Algunos niños han comprometido sistemas inmunes o enfermedades que les impiden vacunas. Sin embargo, cada vez más, las familias citan razones «religiosas» o «personales» para renunciar a la vacunación.
Ese tipo de excusa ha sido alentada repetidamente por Kennedy, quien dice que la vacunación es una «elección personal».
El HHS ha notificado a las escuelas y clínicas que reciben dinero federal del programa Vaccines for Children, que proporciona disparos gratuitos para niños sin seguro o con seguro insuficiente, que se les exigiría que reconozcan cualquier «exenciones religiosas y de conciencia a los mandatos de vacunas».
Bill Winfrey, vicepresidente de iniciativas de políticas e estratégicas en Saint Louis Integrated Health Network, una organización sin fines de lucro que trabaja para abordar las disparidades de salud, cree que las dudas sobre la seguridad de las vacunas sembradas por los «funcionarios de salud más confiables del país» son en parte culpables.
«En una situación de duda, es más fácil estar inactivo. Es más fácil decir: ‘Bueno, si hay alguna pregunta, simplemente no lo haré'», dijo.
Para la mayoría de los casi el 20% de los niños de kindergarten que no han tenido su horario completo de disparos, sus familias nunca han solicitado una exención; Los niños simplemente están inadecuadamente inmunizados.
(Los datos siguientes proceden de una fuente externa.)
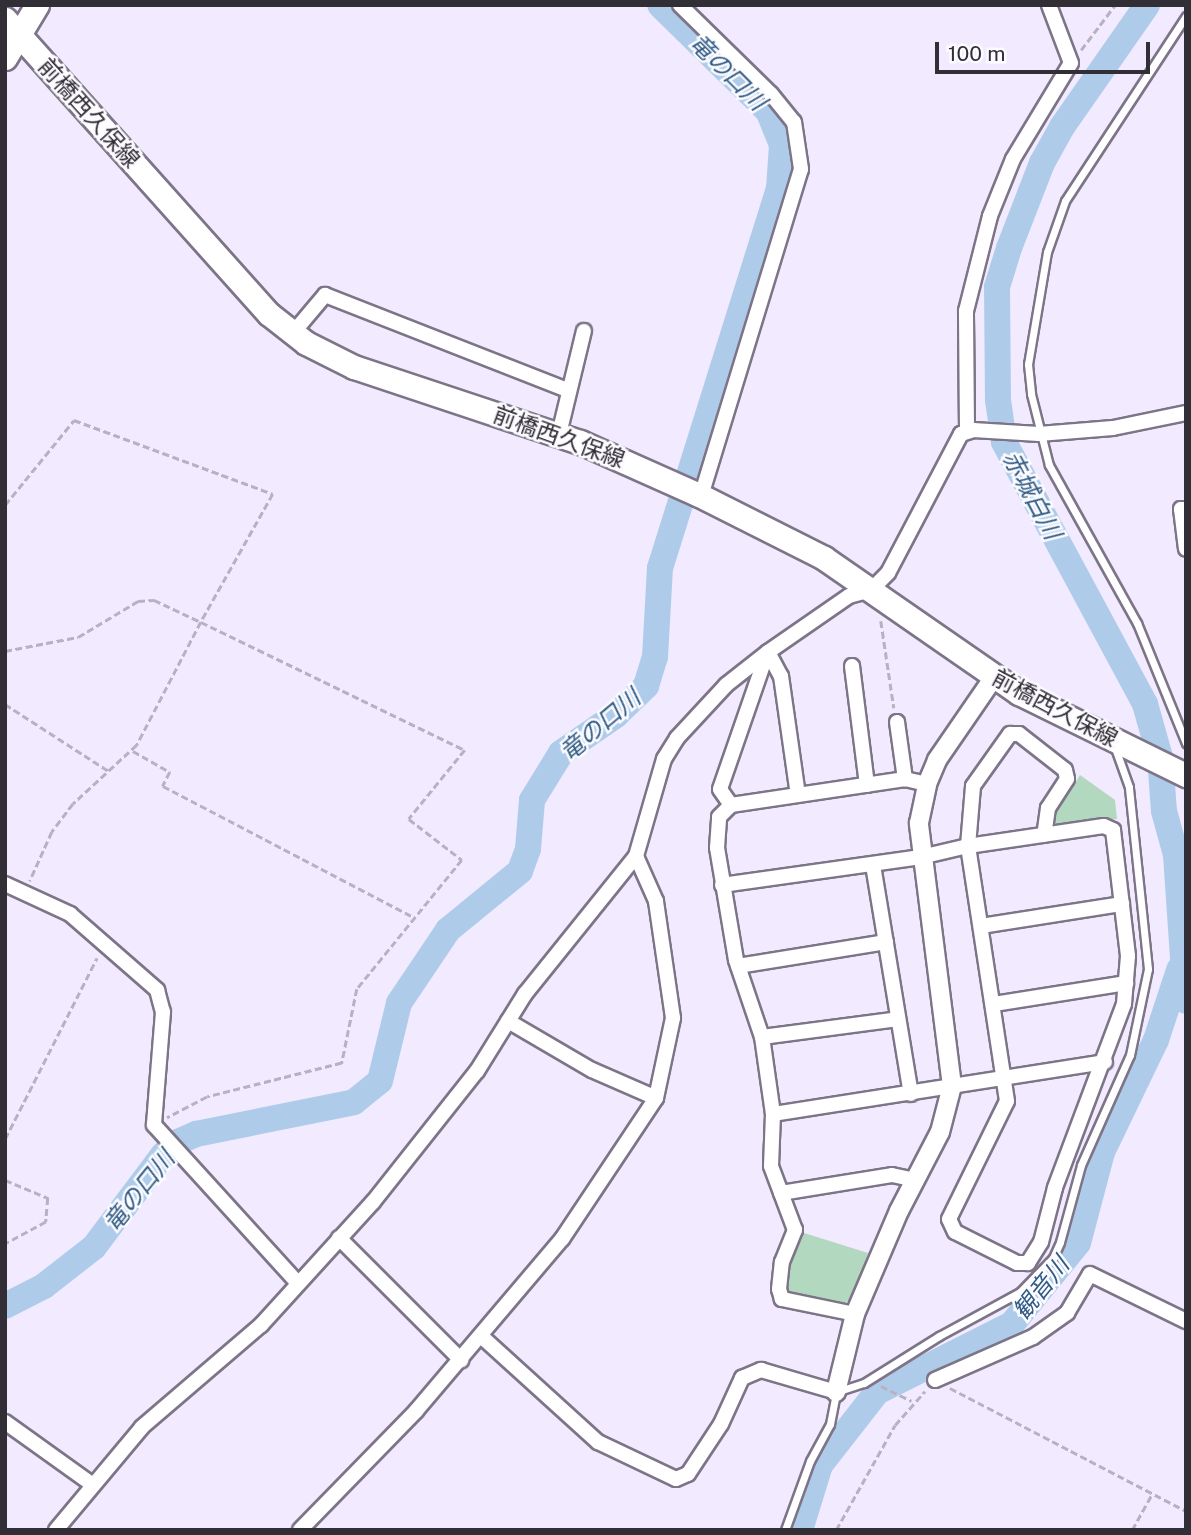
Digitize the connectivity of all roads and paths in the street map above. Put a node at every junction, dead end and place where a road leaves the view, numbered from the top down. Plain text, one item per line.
1 (37, 5) edge
2 (680, 5) edge
3 (1049, 5) edge
4 (1115, 5) edge
5 (1186, 16) edge
6 (12, 27) edge
7 (5, 58) edge
8 (1071, 63) junction
9 (584, 331) dead end
10 (293, 333) junction
11 (568, 390) junction
12 (1186, 413) edge
13 (970, 430) junction
14 (559, 434) junction
15 (1041, 434) junction
16 (699, 495) junction
17 (7, 500) edge
18 (5, 505) edge
19 (1186, 509) edge
20 (1186, 549) edge
21 (871, 590) junction
22 (201, 622) junction
23 (5, 651) edge
24 (768, 652) junction
25 (852, 666) dead end
26 (994, 677) junction
27 (5, 704) edge
28 (897, 722) joint
29 (1114, 740) junction
30 (1186, 743) edge
31 (131, 751) junction
32 (110, 772) junction
33 (1186, 775) edge
34 (905, 779) junction
35 (927, 784) junction
36 (867, 785) junction
37 (798, 795) junction
38 (731, 806) junction
39 (1044, 835) junction
40 (968, 846) junction
41 (636, 856) junction
42 (920, 857) junction
43 (873, 865) junction
44 (5, 884) edge
45 (722, 886) junction
46 (25, 893) junction
47 (1122, 904) junction
48 (415, 918) junction
49 (981, 926) junction
50 (886, 942) junction
51 (103, 945) junction
52 (738, 966) junction
53 (1126, 983) junction
54 (994, 1004) junction
55 (898, 1019) junction
56 (508, 1021) junction
57 (762, 1037) junction
58 (1105, 1062) junction
59 (1006, 1078) junction
60 (952, 1086) junction
61 (911, 1094) junction
62 (656, 1098) junction
63 (773, 1114) junction
64 (154, 1125) junction
65 (5, 1139) edge
66 (5, 1180) edge
67 (915, 1180) junction
68 (781, 1193) junction
69 (339, 1238) junction
70 (5, 1244) edge
71 (297, 1282) junction
72 (855, 1314) junction
73 (1186, 1321) edge
74 (481, 1336) junction
75 (460, 1360) junction
76 (935, 1380) junction
77 (869, 1381) dead end
78 (836, 1392) junction
79 (910, 1400) dead end
80 (5, 1422) edge
81 (93, 1485) junction
82 (1152, 1494) junction
83 (1186, 1511) edge
84 (60, 1528) edge
85 (300, 1530) edge
86 (785, 1530) edge
87 (836, 1530) edge
88 (1132, 1530) edge

1 - 6 main road
2 - 16 street
3 - 8 street
4 - 8 path
5 - 15 lane
6 - 7 main road
6 - 10 main road, 前橋西久保線
8 - 13 street
9 - 11 street
10 - 11 street
10 - 14 main road, 前橋西久保線
11 - 14 street
12 - 15 street
13 - 15 street
13 - 21 street
14 - 16 main road, 前橋西久保線
15 - 30 lane
16 - 21 main road, 前橋西久保線
17 - 18 path
17 - 22 path
19 - 20 street
21 - 24 street
21 - 26 main road, 前橋西久保線
21 - 28 path
22 - 23 path
22 - 31 path
22 - 48 path
24 - 37 street
24 - 38 street
24 - 41 street
25 - 36 street
26 - 29 main road, 前橋西久保線
26 - 35 street
27 - 32 path
28 - 34 street
29 - 33 main road, 前橋西久保線
29 - 78 lane
31 - 32 path
31 - 48 path
32 - 46 path
34 - 35 street
34 - 36 street
35 - 42 street
36 - 37 street
37 - 38 street
38 - 45 street
39 - 40 street
39 - 40 street
39 - 47 street
40 - 42 street
40 - 49 street
41 - 56 street
41 - 62 street
42 - 43 street
42 - 60 street
43 - 45 street
43 - 50 street
44 - 46 street
45 - 52 street
46 - 51 street
47 - 49 street
47 - 53 street
48 - 64 path
49 - 54 street
50 - 52 street
50 - 55 street
51 - 64 street
51 - 65 path
52 - 57 street
53 - 54 street
53 - 58 street
54 - 59 street
55 - 57 street
55 - 61 street
56 - 62 street
56 - 69 street
57 - 63 street
58 - 59 street
58 - 59 street
59 - 60 street
60 - 61 street
60 - 67 street
61 - 63 street
62 - 74 street
63 - 68 street
64 - 71 street
66 - 70 path
67 - 68 street
67 - 72 street
68 - 72 street
69 - 71 street
69 - 75 street
71 - 81 street
72 - 78 street
73 - 76 street
74 - 75 street
74 - 78 street
75 - 85 street
76 - 82 path
76 - 87 path
77 - 79 path
78 - 86 lane
80 - 81 street
81 - 84 street
82 - 83 path
82 - 88 path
‘El sarampión puede ser mortal’
Kimberly Jones, una madre de cinco años que vive en una zona vibrante y diversa al sur de la zona del centro de St. Louis, tuvo cuidado de asegurarse de que sus cuatro hijos mayores estuvieran completamente vacunados. Cualquier disparo que su pediatra recomendó que los niños los obtuvieran a tiempo. Todos estaban sanos.
Sin embargo, su punto de vista sobre las vacunas cambió cuando su hijo menor, Za’riyah de 4 años, dejó de conocer hitos de desarrollo típicos alrededor del momento en que la niña recibió su primer disparo de MMR en 2023.
Za’riyah ha sido diagnosticado con autismo. Aunque no hay evidencia científica que vincule la vacuna MMR con trastornos como el autismo, Jones, de 44 años, dijo que el aumento dramático en los diagnósticos del trastorno del espectro autista en las últimas dos décadas le hace preguntas si los disparos han cambiado de alguna manera.
«Ya no confío en ninguna vacuna, vieja o nueva», dijo Jones.
Boleyjack de las Escuelas Públicas de Saint Louis dijo que más padres han compartido sus preocupaciones sobre el autismo y las vacunas en los últimos años.
«Por lo general, solo uso mi propia historia personal para decir: ‘¿Sabes qué? Tengo un hijo con autismo. No creo firmemente que su autismo haya sido causado por la inmunización'», dijo. «No hay investigación para respaldarlo».
Algunos han cambiado de opinión. Otros no lo han hecho. «Y eso está bien», dijo. «Solo quiero que tengan información precisa».
El objetivo de Boleyjack para el próximo año escolar es alcanzar una tasa de vacunación del 80% dentro de las escuelas públicas, aún muy por debajo de la inmunidad del rebaño, pero una mejora, al educar a los padres y aumentar el acceso escolar a las vacunas y la atención médica general.
«El sarampión puede ser mortal», dijo. «Eso es lo que da miedo».
¿Tienes un arma en tu casa?
Para los padres de St. Louis, Emily Pratt, de 39 años, y su esposo, Ryan Pratt, de 41 años, las tasas de vacunación en declive son causas de alarma.

Su pequeña hija, Lucy, tiene una rara enfermedad autoinmune llamada dermatomiositis juvenil, o JDM, que la deja casi indefensa contra enfermedades menores. Ella está tomando medicamentos para suprimir su sistema inmunitario hiperactivo de atacar su cuerpo.
Eso significa que Lucy tiene poca o ninguna habilidad para luchar incluso un resfriado común.
«Tenemos cuatro hijos. Si uno de ellos trae un hogar frío, son mejores en tres días», dijo Emily Pratt. Pero Lucy «tiene un resfriado durante dos semanas. Se enferma más que los niños típicos».